• **Work item**: Will you quote all of the entries, word for word?
*** Opening of Data listing ***
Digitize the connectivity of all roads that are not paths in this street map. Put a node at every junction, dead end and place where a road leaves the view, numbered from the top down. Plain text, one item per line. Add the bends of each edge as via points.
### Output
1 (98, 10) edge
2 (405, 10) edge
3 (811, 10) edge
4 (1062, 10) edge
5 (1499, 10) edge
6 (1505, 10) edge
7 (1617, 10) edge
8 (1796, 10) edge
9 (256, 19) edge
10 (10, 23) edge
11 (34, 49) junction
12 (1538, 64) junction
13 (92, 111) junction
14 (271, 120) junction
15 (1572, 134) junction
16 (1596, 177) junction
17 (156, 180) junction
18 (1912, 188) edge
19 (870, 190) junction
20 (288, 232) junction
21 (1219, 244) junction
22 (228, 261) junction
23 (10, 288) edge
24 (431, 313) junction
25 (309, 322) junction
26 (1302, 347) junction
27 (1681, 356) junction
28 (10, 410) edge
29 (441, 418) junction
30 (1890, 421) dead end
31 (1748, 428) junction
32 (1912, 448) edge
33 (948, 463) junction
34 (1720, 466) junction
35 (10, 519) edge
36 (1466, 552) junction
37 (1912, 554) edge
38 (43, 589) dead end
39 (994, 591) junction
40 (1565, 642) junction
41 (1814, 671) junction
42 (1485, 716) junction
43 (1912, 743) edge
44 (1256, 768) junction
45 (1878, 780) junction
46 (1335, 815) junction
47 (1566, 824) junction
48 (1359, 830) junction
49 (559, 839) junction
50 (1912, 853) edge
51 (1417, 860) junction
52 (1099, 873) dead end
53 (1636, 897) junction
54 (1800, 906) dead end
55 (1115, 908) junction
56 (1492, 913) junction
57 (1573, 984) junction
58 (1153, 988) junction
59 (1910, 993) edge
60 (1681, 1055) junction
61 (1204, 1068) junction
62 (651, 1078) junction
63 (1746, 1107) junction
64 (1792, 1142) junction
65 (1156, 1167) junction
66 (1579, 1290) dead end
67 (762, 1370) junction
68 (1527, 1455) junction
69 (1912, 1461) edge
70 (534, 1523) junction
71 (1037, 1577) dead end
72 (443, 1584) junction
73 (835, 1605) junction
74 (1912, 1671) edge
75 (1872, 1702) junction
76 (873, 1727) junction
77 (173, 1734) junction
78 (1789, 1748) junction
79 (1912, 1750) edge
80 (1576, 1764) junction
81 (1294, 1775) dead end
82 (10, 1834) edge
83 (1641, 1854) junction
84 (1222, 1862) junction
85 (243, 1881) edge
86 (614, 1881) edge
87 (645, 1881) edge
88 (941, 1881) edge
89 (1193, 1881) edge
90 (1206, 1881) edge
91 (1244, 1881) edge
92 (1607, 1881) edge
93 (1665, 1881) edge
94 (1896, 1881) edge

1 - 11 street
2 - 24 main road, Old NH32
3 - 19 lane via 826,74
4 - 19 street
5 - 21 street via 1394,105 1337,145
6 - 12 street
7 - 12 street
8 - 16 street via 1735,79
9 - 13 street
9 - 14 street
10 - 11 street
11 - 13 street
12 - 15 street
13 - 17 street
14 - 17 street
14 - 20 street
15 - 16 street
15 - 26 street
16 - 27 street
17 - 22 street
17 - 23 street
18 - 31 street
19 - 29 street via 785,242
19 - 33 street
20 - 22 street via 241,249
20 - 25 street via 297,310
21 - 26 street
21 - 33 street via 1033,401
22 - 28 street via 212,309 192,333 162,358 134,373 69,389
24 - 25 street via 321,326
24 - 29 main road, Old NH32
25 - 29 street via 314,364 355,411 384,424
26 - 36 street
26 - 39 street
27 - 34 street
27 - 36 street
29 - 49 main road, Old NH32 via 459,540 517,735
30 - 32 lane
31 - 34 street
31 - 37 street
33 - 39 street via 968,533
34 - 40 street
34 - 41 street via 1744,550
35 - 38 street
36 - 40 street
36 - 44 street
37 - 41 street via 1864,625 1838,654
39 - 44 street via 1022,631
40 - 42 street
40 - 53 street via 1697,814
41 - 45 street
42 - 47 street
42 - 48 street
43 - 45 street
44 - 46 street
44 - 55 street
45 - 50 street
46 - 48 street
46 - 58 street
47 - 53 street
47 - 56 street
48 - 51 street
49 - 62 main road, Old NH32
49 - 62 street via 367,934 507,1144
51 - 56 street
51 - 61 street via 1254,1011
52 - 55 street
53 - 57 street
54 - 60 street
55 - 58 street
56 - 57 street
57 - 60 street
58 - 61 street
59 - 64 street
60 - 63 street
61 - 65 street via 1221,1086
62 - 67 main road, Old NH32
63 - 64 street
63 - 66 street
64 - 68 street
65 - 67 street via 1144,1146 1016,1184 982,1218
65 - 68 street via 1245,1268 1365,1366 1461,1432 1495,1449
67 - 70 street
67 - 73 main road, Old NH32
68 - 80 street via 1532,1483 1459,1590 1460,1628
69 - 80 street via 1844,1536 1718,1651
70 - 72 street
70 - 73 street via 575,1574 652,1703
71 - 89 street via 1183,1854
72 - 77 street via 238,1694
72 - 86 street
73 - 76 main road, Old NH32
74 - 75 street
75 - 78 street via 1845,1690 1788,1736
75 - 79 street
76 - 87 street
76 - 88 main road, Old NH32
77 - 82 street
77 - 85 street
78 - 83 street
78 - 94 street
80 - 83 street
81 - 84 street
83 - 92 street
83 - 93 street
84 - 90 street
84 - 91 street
*** Close of Data listing ***
• **Output below**:
Digitize the connectivity of all roads that are not paths in this street map. Put a node at every junction, dead end and place where a road leaves the view, numbered from the top down. Plain text, one item per line. Add the bends of each edge as via points.
### Output
1 (98, 10) edge
2 (405, 10) edge
3 (811, 10) edge
4 (1062, 10) edge
5 (1499, 10) edge
6 (1505, 10) edge
7 (1617, 10) edge
8 (1796, 10) edge
9 (256, 19) edge
10 (10, 23) edge
11 (34, 49) junction
12 (1538, 64) junction
13 (92, 111) junction
14 (271, 120) junction
15 (1572, 134) junction
16 (1596, 177) junction
17 (156, 180) junction
18 (1912, 188) edge
19 (870, 190) junction
20 (288, 232) junction
21 (1219, 244) junction
22 (228, 261) junction
23 (10, 288) edge
24 (431, 313) junction
25 (309, 322) junction
26 (1302, 347) junction
27 (1681, 356) junction
28 (10, 410) edge
29 (441, 418) junction
30 (1890, 421) dead end
31 (1748, 428) junction
32 (1912, 448) edge
33 (948, 463) junction
34 (1720, 466) junction
35 (10, 519) edge
36 (1466, 552) junction
37 (1912, 554) edge
38 (43, 589) dead end
39 (994, 591) junction
40 (1565, 642) junction
41 (1814, 671) junction
42 (1485, 716) junction
43 (1912, 743) edge
44 (1256, 768) junction
45 (1878, 780) junction
46 (1335, 815) junction
47 (1566, 824) junction
48 (1359, 830) junction
49 (559, 839) junction
50 (1912, 853) edge
51 (1417, 860) junction
52 (1099, 873) dead end
53 (1636, 897) junction
54 (1800, 906) dead end
55 (1115, 908) junction
56 (1492, 913) junction
57 (1573, 984) junction
58 (1153, 988) junction
59 (1910, 993) edge
60 (1681, 1055) junction
61 (1204, 1068) junction
62 (651, 1078) junction
63 (1746, 1107) junction
64 (1792, 1142) junction
65 (1156, 1167) junction
66 (1579, 1290) dead end
67 (762, 1370) junction
68 (1527, 1455) junction
69 (1912, 1461) edge
70 (534, 1523) junction
71 (1037, 1577) dead end
72 (443, 1584) junction
73 (835, 1605) junction
74 (1912, 1671) edge
75 (1872, 1702) junction
76 (873, 1727) junction
77 (173, 1734) junction
78 (1789, 1748) junction
79 (1912, 1750) edge
80 (1576, 1764) junction
81 (1294, 1775) dead end
82 (10, 1834) edge
83 (1641, 1854) junction
84 (1222, 1862) junction
85 (243, 1881) edge
86 (614, 1881) edge
87 (645, 1881) edge
88 (941, 1881) edge
89 (1193, 1881) edge
90 (1206, 1881) edge
91 (1244, 1881) edge
92 (1607, 1881) edge
93 (1665, 1881) edge
94 (1896, 1881) edge

1 - 11 street
2 - 24 main road, Old NH32
3 - 19 lane via 826,74
4 - 19 street
5 - 21 street via 1394,105 1337,145
6 - 12 street
7 - 12 street
8 - 16 street via 1735,79
9 - 13 street
9 - 14 street
10 - 11 street
11 - 13 street
12 - 15 street
13 - 17 street
14 - 17 street
14 - 20 street
15 - 16 street
15 - 26 street
16 - 27 street
17 - 22 street
17 - 23 street
18 - 31 street
19 - 29 street via 785,242
19 - 33 street
20 - 22 street via 241,249
20 - 25 street via 297,310
21 - 26 street
21 - 33 street via 1033,401
22 - 28 street via 212,309 192,333 162,358 134,373 69,389
24 - 25 street via 321,326
24 - 29 main road, Old NH32
25 - 29 street via 314,364 355,411 384,424
26 - 36 street
26 - 39 street
27 - 34 street
27 - 36 street
29 - 49 main road, Old NH32 via 459,540 517,735
30 - 32 lane
31 - 34 street
31 - 37 street
33 - 39 street via 968,533
34 - 40 street
34 - 41 street via 1744,550
35 - 38 street
36 - 40 street
36 - 44 street
37 - 41 street via 1864,625 1838,654
39 - 44 street via 1022,631
40 - 42 street
40 - 53 street via 1697,814
41 - 45 street
42 - 47 street
42 - 48 street
43 - 45 street
44 - 46 street
44 - 55 street
45 - 50 street
46 - 48 street
46 - 58 street
47 - 53 street
47 - 56 street
48 - 51 street
49 - 62 main road, Old NH32
49 - 62 street via 367,934 507,1144
51 - 56 street
51 - 61 street via 1254,1011
52 - 55 street
53 - 57 street
54 - 60 street
55 - 58 street
56 - 57 street
57 - 60 street
58 - 61 street
59 - 64 street
60 - 63 street
61 - 65 street via 1221,1086
62 - 67 main road, Old NH32
63 - 64 street
63 - 66 street
64 - 68 street
65 - 67 street via 1144,1146 1016,1184 982,1218
65 - 68 street via 1245,1268 1365,1366 1461,1432 1495,1449
67 - 70 street
67 - 73 main road, Old NH32
68 - 80 street via 1532,1483 1459,1590 1460,1628
69 - 80 street via 1844,1536 1718,1651
70 - 72 street
70 - 73 street via 575,1574 652,1703
71 - 89 street via 1183,1854
72 - 77 street via 238,1694
72 - 86 street
73 - 76 main road, Old NH32
74 - 75 street
75 - 78 street via 1845,1690 1788,1736
75 - 79 street
76 - 87 street
76 - 88 main road, Old NH32
77 - 82 street
77 - 85 street
78 - 83 street
78 - 94 street
80 - 83 street
81 - 84 street
83 - 92 street
83 - 93 street
84 - 90 street
84 - 91 street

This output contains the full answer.